- DIRECTIONS FOR THIS TASK
Write out the records in full and without alteration, setting aside their pictures.

Saved entries
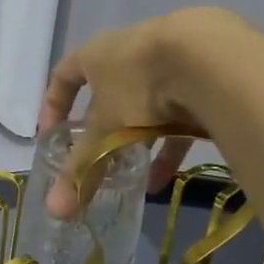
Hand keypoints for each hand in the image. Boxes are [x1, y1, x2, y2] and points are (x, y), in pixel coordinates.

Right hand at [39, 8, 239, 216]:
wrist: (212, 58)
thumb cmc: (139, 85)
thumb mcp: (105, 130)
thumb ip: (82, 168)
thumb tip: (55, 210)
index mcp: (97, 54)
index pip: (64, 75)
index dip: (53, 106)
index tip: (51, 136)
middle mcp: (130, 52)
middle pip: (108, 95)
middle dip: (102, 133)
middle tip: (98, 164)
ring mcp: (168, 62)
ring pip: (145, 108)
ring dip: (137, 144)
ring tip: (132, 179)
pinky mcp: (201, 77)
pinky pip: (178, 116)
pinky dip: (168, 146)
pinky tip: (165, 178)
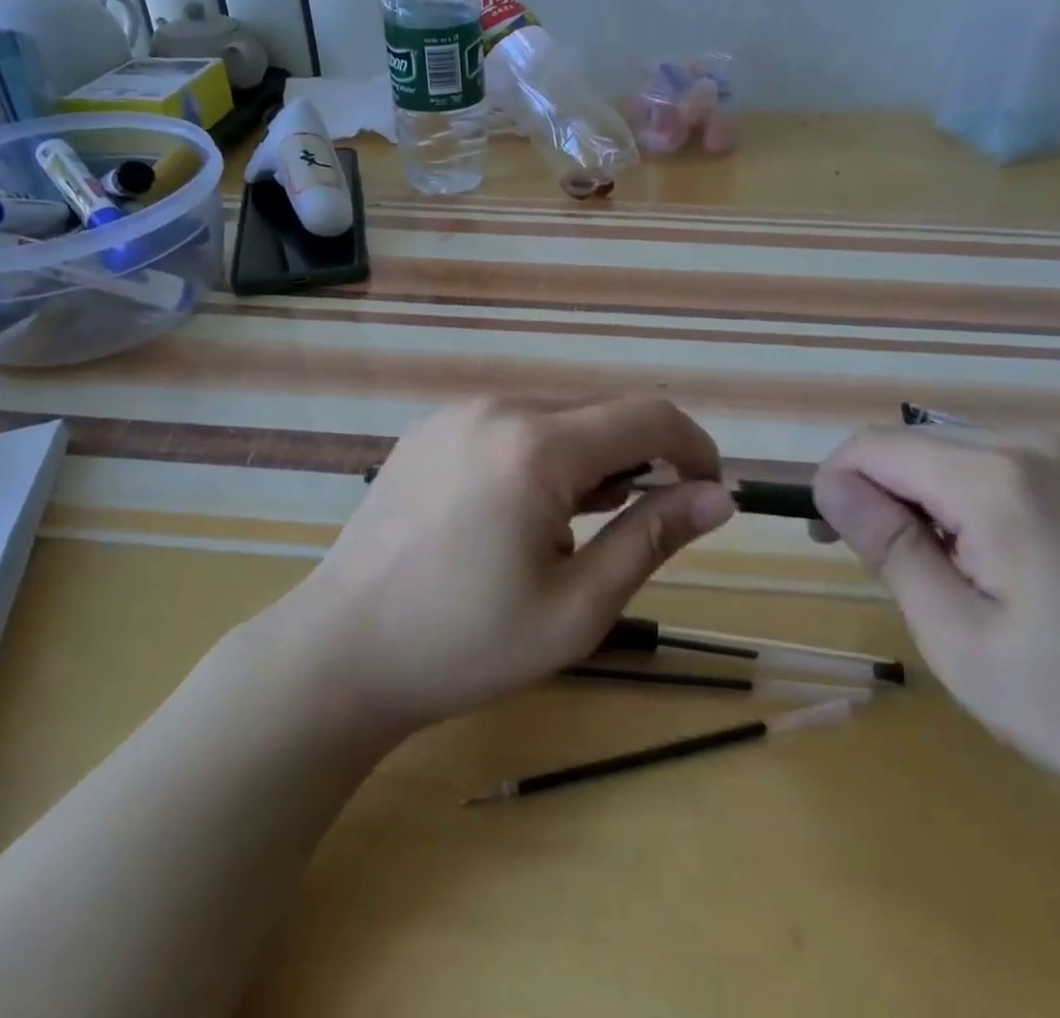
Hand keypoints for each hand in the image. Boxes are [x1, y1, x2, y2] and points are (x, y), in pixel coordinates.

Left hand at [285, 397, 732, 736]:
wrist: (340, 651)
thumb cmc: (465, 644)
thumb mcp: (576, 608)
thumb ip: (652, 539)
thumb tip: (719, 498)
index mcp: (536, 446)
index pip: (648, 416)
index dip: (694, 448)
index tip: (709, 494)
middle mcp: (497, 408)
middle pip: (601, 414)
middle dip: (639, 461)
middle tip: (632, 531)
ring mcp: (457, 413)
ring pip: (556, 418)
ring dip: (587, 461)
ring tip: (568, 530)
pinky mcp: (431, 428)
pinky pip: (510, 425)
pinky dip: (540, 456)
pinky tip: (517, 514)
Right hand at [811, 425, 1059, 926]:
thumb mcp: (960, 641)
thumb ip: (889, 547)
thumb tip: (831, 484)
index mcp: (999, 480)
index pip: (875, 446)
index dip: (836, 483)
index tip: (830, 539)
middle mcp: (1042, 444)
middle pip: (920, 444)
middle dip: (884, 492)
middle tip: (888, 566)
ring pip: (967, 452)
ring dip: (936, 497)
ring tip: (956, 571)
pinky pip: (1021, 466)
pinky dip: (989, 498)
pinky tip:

- RESPONSE AREA
Hand keypoints for each hand in the image. Boxes are [x1, y1, x2, y2] and points are (x, y), in pixel coordinates.

Right hand at [39, 8, 239, 216]:
wrist: (212, 58)
thumb cmc: (139, 85)
thumb mcp: (105, 130)
thumb ip: (82, 168)
thumb tip: (55, 210)
index mcp: (97, 54)
index pip: (64, 75)
index dip: (53, 106)
index tip: (51, 136)
middle mcp: (130, 52)
middle pip: (108, 95)
middle dip: (102, 133)
middle tip: (98, 164)
ring mcp: (168, 62)
ring pip: (145, 108)
ring dip: (137, 144)
ring tip: (132, 179)
pinky mcp: (201, 77)
pinky pip: (178, 116)
pinky dip: (168, 146)
pinky tip: (165, 178)
Hand keypoints for each hand in the image. Boxes are [x1, y1, x2, y2] and points are (x, y), in pixel coordinates.

Left hand at [285, 397, 732, 736]:
wrist: (340, 651)
thumb cmc: (465, 644)
thumb mcp: (576, 608)
thumb ip: (652, 539)
thumb tip: (719, 498)
index mcp: (536, 446)
index pip: (648, 416)
index dip: (694, 448)
index tip: (709, 494)
middle mcp: (497, 408)
middle pip: (601, 414)
middle dip: (639, 461)
middle tip: (632, 531)
ring mcp: (457, 413)
ring pip: (556, 418)
ring dip: (587, 461)
ring tip: (568, 530)
pinky mcp: (431, 428)
pinky pip: (510, 425)
pinky dip: (540, 456)
pinky tip: (517, 514)
Right hand at [811, 425, 1059, 926]:
thumb mcp: (960, 641)
thumb ip: (889, 547)
thumb tip: (831, 484)
index mcp: (999, 480)
index pip: (875, 446)
index dip: (836, 483)
index tip: (830, 539)
middle mcp: (1042, 444)
middle pip: (920, 444)
middle dip: (884, 492)
middle tip: (888, 566)
ring pip: (967, 452)
ring dip: (936, 497)
ring tip: (956, 571)
pinky pip: (1021, 466)
pinky dip: (989, 498)
pinky tip:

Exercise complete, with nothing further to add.